A declaração repercutiu negativamente nas redes sociais e foi rebatida, inclusive, pela própria filha do ministro, a deputada estadual Maria Victoria Borghetti Barros (PP-PR).

Na nota, o ministro pede desculpas se foi mal interpretado e afirma que se referiu não à jornada de trabalho, mas sim ao número de homens no mercado de trabalho.

“Segundo pesquisa Síntese de Indicadores Sociais, o IBGE aponta que pessoas de 16 anos ou mais de idade, ocupadas na semana de referência, por sexo, 53,7 milhões são homens e 39,7 milhões são mulheres”, diz a nota.

“Conhecendo o quanto as mulheres trabalham, eu jamais diria que os homens trabalham mais que as mulheres. Quero deixar claro que eu me referia ao número de homens no mercado de trabalho, que ainda é maior”, afirmou o ministro na nota.

Durante o texto, o ministro ressalta ainda que as mulheres, além de trabalhar fora, “têm as tarefas de casa, cuidam da família e ainda arrumam tempo para cuidar da saúde”.

Nota
Veja a nota divulgada pelo Ministério da Saúde nesta sexta.

NOTA À IMPRENSA

Ministro esclarece informação sobre cuidado de saúde dos homens

O ministro da Saúde, Ricardo Barros, esclarece sua fala durante o lançamento da campanha para sensibilizar os homens no cuidado de sua saúde.

Pede desculpas se foi mal interpretado na frase ao informar que homens trabalham mais. Ele se referia ao número de homens no mercado de trabalho. Segundo pesquisa Síntese de Indicadores Sociais, o IBGE aponta que pessoas de 16 anos ou mais de idade, ocupadas na semana de referência, por sexo, 53,7 milhões são homens e 39,7 milhões são mulheres.

Deixa claro, não fez referência à jornada de trabalho, quando, de fato, as mulheres exercem uma segunda ou terceira etapa do dia.  “Conhecendo o quanto as mulheres trabalham, eu jamais diria que os homens trabalham mais que as mulheres. Quero deixar claro que eu me referia ao número de homens no mercado de trabalho, que ainda é maior”, explica.

“As mulheres, além de trabalhar fora, tem as tarefas de casa, cuidam da família e ainda arrumam tempo para cuidar da saúde. A campanha que lançamos quer espelhar esse exemplo das mulheres”, afirma.

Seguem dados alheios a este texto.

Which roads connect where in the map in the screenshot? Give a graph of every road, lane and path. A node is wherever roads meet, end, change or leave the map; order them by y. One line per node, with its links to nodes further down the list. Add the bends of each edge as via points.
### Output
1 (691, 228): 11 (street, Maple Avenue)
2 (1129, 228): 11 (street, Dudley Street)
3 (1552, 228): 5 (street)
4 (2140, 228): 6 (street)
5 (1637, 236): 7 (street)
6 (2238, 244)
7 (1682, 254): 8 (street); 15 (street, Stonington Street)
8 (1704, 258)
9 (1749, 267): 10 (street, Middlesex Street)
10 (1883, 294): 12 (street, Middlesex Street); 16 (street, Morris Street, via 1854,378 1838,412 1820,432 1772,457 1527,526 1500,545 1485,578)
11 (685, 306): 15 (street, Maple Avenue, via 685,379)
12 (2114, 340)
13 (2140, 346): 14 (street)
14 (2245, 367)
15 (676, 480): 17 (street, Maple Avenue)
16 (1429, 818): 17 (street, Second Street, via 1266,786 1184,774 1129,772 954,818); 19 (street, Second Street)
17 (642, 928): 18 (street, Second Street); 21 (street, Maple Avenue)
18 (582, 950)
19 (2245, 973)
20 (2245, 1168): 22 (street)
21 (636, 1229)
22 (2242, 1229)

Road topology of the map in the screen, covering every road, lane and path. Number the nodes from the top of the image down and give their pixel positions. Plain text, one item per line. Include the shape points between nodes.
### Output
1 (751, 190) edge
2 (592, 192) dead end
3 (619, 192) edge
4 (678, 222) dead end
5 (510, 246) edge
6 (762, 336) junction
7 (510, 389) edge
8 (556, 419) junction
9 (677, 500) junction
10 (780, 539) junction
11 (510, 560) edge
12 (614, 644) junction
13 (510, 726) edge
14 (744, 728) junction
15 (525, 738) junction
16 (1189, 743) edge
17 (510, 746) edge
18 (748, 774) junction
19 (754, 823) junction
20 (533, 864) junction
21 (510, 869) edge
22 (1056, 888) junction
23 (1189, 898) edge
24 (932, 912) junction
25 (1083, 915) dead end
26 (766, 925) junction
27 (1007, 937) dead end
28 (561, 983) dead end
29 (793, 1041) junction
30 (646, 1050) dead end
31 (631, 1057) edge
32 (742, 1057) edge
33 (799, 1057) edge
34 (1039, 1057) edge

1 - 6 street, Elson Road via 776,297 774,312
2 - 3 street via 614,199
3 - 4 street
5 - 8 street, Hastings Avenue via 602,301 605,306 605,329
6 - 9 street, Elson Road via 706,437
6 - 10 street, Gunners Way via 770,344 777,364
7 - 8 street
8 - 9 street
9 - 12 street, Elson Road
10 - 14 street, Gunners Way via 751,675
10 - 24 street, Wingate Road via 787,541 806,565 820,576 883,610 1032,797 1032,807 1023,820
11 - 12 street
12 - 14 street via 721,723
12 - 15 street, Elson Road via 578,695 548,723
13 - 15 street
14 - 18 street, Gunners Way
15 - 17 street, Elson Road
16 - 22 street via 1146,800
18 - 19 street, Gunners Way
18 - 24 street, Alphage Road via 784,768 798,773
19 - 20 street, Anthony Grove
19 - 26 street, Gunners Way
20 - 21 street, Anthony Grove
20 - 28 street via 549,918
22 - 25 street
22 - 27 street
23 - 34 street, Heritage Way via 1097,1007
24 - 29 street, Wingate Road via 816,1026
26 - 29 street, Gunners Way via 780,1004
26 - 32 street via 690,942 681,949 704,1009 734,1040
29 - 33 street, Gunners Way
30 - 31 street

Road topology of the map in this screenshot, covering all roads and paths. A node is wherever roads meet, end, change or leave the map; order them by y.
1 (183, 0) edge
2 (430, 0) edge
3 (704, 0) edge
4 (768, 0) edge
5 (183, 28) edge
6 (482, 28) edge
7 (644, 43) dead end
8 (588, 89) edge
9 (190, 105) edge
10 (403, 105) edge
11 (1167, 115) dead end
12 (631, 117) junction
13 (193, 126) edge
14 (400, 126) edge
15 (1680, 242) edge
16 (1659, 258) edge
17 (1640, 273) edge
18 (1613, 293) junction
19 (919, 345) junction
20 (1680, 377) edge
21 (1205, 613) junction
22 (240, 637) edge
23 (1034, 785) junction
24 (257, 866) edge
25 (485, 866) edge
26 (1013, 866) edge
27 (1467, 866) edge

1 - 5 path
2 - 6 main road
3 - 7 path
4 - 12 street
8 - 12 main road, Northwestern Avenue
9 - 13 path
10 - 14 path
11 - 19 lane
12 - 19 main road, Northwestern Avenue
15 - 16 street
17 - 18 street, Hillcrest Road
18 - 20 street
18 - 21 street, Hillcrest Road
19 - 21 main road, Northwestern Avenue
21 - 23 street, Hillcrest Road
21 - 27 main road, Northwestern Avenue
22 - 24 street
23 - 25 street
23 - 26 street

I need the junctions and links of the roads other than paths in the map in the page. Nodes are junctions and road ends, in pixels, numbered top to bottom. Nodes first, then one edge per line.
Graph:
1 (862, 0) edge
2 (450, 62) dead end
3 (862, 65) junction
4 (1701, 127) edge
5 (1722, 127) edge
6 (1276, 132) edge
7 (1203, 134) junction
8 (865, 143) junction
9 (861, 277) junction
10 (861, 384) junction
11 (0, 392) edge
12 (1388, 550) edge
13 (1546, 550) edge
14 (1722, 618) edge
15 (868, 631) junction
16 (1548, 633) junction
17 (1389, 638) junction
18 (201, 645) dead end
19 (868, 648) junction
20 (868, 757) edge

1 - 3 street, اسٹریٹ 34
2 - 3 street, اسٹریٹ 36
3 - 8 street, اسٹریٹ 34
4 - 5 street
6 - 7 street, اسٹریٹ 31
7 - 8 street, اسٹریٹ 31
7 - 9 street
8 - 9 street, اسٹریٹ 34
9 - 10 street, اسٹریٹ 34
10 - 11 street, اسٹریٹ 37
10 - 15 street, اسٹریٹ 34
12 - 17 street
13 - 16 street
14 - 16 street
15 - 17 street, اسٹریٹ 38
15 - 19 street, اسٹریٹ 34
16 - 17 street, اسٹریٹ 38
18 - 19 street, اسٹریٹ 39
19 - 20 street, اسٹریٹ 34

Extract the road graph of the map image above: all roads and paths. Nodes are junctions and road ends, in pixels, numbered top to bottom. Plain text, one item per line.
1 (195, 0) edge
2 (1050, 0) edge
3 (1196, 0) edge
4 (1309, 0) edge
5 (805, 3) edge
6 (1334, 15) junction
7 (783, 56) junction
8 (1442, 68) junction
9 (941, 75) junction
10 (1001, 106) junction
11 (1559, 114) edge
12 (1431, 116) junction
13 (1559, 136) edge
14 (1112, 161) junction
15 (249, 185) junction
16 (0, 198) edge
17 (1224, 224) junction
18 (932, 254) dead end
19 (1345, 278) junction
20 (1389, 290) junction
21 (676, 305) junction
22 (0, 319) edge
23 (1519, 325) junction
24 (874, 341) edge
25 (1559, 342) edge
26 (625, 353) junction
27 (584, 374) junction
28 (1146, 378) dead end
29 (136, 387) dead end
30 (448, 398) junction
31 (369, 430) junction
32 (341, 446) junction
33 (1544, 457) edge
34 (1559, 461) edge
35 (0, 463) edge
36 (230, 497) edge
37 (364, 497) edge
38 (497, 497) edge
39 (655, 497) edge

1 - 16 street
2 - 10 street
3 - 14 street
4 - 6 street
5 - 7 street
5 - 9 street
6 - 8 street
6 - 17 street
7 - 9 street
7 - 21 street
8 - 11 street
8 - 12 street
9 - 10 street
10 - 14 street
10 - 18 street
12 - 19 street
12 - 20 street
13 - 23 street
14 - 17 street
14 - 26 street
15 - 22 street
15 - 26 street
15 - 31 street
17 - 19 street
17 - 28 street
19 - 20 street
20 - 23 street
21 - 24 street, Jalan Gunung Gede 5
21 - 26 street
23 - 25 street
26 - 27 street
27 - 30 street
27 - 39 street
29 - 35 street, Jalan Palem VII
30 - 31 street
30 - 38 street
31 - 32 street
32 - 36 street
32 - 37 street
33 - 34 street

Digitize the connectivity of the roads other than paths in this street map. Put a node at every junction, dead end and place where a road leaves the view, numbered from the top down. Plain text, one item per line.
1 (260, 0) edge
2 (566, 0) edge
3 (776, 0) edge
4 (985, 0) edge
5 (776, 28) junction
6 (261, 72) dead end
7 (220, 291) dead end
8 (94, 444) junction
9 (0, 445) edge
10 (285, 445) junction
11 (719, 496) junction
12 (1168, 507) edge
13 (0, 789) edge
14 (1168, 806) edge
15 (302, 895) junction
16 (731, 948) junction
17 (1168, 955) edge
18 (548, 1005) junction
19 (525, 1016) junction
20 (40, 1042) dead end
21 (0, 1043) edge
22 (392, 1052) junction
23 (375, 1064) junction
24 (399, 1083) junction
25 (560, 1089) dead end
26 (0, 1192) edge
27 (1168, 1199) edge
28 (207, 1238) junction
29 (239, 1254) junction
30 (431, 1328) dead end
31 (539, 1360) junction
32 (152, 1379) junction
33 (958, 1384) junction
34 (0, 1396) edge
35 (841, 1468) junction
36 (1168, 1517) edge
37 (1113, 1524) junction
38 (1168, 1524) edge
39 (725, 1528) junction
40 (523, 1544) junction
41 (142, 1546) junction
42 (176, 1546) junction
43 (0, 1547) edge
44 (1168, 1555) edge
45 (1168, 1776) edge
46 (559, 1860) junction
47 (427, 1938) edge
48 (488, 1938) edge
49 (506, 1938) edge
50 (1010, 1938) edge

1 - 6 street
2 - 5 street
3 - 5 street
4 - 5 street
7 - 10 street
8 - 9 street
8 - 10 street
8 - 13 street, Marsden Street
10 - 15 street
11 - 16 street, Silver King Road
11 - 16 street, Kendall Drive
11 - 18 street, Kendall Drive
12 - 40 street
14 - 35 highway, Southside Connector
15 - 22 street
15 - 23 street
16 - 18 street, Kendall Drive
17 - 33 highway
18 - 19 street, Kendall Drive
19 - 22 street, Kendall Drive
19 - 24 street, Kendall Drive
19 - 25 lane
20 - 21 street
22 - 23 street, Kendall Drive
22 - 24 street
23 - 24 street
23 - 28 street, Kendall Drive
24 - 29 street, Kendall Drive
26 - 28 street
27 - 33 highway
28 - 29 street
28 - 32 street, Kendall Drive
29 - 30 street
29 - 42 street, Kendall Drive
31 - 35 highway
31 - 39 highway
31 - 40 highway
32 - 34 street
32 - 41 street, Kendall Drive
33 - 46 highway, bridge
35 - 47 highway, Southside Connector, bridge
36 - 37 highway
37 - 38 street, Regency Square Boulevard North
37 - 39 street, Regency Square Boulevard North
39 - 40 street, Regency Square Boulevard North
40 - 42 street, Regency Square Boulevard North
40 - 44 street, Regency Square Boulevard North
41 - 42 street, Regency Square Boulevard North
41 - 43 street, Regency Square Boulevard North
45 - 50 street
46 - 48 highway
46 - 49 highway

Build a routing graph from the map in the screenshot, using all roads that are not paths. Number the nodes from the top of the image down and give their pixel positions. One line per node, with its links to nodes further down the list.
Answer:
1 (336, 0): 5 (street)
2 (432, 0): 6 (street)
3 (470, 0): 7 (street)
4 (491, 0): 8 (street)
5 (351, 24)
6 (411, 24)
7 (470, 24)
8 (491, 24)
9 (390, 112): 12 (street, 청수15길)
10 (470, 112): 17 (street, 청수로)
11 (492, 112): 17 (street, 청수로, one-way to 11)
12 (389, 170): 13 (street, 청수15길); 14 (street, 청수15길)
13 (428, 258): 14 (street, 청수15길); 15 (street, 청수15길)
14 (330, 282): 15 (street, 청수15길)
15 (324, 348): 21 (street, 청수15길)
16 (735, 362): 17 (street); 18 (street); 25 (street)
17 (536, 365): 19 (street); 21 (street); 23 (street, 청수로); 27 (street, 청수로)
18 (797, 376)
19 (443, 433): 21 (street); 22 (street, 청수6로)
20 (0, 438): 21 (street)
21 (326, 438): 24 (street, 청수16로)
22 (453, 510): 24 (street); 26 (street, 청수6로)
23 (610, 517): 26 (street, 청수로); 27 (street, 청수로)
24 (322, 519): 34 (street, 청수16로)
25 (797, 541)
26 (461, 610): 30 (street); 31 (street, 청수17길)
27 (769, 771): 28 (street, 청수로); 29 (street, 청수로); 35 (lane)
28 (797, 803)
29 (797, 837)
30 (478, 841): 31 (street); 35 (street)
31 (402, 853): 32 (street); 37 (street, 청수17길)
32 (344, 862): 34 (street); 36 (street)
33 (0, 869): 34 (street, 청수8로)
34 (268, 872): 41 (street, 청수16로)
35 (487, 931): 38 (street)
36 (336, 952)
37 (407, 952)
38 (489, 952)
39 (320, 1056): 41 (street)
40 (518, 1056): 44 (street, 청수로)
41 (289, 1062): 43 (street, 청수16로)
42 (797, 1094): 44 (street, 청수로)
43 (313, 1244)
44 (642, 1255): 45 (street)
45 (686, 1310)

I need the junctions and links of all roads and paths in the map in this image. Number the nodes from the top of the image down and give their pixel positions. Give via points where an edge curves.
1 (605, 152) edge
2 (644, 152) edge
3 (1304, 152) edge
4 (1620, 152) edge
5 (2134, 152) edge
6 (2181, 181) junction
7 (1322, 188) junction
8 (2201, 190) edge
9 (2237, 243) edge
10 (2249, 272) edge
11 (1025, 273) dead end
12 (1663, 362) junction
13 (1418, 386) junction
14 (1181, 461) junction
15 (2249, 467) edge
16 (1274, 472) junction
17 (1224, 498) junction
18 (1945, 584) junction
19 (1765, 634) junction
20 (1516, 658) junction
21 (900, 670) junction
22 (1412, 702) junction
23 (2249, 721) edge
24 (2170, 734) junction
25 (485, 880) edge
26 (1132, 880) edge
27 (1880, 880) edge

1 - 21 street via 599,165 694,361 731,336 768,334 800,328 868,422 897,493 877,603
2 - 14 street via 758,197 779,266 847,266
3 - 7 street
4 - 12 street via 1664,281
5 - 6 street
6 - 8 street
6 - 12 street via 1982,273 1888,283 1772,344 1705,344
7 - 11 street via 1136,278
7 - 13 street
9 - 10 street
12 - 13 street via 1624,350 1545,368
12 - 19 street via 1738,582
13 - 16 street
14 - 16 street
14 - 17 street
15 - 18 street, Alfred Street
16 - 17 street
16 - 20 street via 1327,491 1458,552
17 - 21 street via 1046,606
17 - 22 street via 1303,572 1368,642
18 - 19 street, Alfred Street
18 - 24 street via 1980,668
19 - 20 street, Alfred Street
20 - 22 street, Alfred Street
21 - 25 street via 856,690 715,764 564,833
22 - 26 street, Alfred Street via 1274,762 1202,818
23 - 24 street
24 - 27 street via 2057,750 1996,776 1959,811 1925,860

Nesta quinta-feira, o Ministério da Saúde apresentou uma pesquisa na qual mostra que quase um terço (31%) dos homens brasileiros não têm o hábito de ir aos serviços de saúde para acompanhar seu estado de saúde e buscar auxílio na prevenção de doenças e na qualidade de vida.

O ministro ainda reforçou que o mote da campanha é mudar a cultura masculina. “Dentro de todas as tarefas diárias, ainda deve ser reservado um tempo para pensar na prevenção de doenças e na melhoria da qualidade de vida. Queremos que os homens aprendam a cuidar da saúde, como as mulheres fazem tão bem”, conclui.